She sat back in a corner of the parking garage surrounded by hundreds of people, dozens of children especially. It was hot. It was noisy. It was crowded. We discovered her on a quest for restrooms.
Before her on the table lay much used Ziploc bags and airless balloons waiting to be blown up. She had the colorful, big hair wig, red nose, gay costume of large blocks of color and the painted smiling clown make-up including the smile. But I noticed she wasn’t smiling. Beneath the layers of white and gaily colored make-up this lady clown was sad. I also noticed she paid no attention to the impatience of the children in front of her. In turn, they paid no attention to the signs her manner was giving to them.
She was blind.
Her careful twisting of the balloons into either the shape of a dog or a hat was completed with great care. I wondered why, for some of the children were very impatient, the children who longed to rush off to join in other activities stayed if they couldn’t wait. She wouldn’t see. They didn’t see.
Once a child reached the spot beside her the Lady Clown had them select the number of balloons she’d need to make their chosen object – dog or hat. It wasn’t until then that some of the children realized the clown was blind. So many of them reacted visibly shooting glances at their impatient parent waiting to move on, mouths falling open but it seemed an equal number never realized the Lady Clown couldn’t see them. Or the balloons. Or the crowd. Or the finished products taking shape beneath her fingers.
My heart wept inside for her. I wasn’t sure what brought her into this noisy crowd that day. Perhaps a desire to be a part of something larger than herself. Or maybe the need for human contact. Or maybe the simple reason was a need to give a part of herself away. Clearly, whatever her motivation for being there was, if it was to make her happy it was not succeeding.
We left the Greek Festival, my daughter clutching a balloon hat and my heart straying back again to the Lady Clown. I had to fight the temptation to ask my daughter to treat the hat with extra gentleness, to not play with it, wear it and eventually pop it because the toy she held was a piece of a woman’s heart.
I wondered if someone would come to help the Lady Clown home. To gather her belongings and help her take her clown costume and make-up off…to return to the woman she was in daily life.

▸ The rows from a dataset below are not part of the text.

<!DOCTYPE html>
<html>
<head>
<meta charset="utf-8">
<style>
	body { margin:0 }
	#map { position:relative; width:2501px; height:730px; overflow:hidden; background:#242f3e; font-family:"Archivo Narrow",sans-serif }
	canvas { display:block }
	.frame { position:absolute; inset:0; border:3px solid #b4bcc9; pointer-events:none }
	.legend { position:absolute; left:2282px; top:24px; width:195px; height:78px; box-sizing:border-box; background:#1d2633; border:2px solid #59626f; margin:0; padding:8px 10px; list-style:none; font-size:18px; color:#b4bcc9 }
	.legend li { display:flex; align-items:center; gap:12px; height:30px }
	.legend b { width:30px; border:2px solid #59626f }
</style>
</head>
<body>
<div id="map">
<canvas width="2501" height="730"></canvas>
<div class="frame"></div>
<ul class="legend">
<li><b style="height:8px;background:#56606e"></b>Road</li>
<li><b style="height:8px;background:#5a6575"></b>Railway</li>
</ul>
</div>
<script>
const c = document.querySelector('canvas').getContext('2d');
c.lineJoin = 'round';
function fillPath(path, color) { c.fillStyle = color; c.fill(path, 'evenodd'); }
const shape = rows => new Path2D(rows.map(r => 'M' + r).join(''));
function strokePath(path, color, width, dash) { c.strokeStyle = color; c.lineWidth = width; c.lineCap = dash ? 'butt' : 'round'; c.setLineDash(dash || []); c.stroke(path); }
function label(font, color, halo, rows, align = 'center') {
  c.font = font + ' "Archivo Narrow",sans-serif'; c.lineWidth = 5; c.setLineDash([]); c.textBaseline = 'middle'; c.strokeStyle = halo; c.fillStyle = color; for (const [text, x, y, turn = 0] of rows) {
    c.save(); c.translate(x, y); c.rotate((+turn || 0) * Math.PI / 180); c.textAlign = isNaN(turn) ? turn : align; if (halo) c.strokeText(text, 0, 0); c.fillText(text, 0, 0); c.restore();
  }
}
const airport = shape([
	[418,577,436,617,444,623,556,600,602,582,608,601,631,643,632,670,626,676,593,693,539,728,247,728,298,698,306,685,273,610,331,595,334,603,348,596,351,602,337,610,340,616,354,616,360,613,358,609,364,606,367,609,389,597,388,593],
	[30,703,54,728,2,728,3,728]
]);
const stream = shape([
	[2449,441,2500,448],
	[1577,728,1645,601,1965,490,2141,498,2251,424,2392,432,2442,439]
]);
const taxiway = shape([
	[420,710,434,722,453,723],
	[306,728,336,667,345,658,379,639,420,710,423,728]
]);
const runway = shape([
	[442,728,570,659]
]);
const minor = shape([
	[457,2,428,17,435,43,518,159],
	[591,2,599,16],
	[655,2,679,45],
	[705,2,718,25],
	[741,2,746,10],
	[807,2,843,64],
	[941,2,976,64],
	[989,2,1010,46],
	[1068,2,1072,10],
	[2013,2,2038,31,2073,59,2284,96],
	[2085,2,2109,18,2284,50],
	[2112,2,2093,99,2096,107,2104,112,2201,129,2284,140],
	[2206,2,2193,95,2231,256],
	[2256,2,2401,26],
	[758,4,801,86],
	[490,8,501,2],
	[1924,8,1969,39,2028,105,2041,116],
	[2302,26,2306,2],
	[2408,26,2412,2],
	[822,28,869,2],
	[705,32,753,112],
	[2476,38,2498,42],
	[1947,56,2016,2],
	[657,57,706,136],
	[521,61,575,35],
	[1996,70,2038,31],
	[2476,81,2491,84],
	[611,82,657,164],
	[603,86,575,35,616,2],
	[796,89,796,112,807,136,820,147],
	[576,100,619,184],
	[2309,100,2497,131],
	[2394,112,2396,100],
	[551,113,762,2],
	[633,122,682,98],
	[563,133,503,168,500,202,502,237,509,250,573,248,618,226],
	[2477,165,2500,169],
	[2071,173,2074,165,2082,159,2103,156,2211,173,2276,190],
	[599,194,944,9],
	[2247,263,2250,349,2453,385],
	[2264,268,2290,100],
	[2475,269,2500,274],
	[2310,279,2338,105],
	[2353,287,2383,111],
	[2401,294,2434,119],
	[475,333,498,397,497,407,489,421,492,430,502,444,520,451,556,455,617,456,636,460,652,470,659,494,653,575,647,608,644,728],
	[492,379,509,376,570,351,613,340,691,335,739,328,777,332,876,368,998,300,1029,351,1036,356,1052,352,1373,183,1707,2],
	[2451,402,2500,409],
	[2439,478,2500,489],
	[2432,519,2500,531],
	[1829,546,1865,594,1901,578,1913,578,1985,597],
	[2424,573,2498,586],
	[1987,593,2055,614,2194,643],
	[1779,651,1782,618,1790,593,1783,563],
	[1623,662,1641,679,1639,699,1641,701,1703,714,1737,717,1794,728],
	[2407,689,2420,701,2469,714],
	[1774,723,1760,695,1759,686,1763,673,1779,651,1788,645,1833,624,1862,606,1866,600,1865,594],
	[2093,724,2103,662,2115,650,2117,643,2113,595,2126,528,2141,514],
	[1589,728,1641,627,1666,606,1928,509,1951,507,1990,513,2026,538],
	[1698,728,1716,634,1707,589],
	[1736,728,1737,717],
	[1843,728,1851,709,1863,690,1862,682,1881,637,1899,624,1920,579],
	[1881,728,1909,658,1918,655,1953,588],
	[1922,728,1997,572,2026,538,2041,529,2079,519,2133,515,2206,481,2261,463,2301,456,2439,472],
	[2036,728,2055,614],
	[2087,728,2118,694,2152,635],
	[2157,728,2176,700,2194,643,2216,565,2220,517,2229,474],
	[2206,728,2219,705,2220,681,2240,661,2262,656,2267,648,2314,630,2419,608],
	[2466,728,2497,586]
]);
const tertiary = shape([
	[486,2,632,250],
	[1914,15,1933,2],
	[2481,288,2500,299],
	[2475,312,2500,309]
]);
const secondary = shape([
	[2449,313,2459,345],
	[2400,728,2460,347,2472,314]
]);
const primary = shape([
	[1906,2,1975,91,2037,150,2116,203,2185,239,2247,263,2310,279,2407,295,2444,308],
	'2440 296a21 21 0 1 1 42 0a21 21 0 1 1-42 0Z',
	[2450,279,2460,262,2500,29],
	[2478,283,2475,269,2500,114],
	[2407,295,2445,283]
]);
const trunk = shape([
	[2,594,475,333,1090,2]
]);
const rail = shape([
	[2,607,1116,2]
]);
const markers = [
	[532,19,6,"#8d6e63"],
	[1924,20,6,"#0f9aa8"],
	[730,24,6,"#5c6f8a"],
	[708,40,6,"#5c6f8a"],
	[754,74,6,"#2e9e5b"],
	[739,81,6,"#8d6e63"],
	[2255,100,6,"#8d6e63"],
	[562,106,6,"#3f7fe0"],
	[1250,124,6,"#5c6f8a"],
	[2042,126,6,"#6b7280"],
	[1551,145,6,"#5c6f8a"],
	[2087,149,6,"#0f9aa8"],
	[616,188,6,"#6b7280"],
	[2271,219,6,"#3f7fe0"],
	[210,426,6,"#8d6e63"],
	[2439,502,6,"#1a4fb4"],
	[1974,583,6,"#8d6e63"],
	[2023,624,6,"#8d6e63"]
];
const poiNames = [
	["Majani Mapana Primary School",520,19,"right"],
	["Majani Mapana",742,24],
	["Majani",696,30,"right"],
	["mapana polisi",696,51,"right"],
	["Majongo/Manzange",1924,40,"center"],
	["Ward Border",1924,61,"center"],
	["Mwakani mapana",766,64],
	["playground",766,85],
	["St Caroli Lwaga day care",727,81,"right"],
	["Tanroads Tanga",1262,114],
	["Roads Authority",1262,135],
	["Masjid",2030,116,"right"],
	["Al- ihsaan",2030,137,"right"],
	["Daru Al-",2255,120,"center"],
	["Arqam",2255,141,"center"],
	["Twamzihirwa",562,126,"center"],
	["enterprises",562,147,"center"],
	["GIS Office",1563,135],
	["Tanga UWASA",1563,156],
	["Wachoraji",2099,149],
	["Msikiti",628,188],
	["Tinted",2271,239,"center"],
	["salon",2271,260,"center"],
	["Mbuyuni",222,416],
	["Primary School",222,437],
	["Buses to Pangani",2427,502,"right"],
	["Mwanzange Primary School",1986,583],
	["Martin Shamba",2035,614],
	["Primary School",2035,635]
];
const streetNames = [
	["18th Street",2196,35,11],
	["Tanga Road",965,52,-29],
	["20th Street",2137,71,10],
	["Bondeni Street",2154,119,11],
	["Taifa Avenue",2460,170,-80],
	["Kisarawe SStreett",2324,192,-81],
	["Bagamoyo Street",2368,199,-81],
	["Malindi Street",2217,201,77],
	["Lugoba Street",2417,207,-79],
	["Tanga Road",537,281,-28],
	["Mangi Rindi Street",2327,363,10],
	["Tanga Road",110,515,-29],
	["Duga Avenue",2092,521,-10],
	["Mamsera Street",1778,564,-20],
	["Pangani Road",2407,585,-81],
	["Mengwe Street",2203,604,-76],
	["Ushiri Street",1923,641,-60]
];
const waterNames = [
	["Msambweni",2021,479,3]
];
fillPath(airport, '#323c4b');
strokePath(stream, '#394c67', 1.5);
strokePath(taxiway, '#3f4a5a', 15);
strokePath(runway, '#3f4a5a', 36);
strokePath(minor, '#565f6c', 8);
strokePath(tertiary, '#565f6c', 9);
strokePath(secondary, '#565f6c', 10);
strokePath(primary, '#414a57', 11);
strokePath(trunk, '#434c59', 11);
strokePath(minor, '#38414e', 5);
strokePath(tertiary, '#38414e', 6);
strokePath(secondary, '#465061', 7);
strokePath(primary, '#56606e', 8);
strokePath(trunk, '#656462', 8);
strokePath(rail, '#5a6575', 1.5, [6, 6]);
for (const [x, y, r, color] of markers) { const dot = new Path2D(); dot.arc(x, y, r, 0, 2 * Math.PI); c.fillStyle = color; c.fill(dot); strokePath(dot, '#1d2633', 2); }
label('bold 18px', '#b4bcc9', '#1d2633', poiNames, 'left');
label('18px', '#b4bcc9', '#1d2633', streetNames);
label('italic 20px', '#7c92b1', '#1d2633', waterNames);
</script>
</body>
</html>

Was she lonely? Was she loved? Did she have children who were now grown with children of their own?
I understood, at least I believe I did, her desire to give what she could to make the event of her church successful…to want to feel a part of something larger than the limitations of her disability. I prayed God would take the gift she was giving, which of course, really wasn’t balloons at all, and return it to her a hundred times a hundred. I also prayed the Lady Clown’s face would wear a real smile on her face, even if again she wore one also painted on.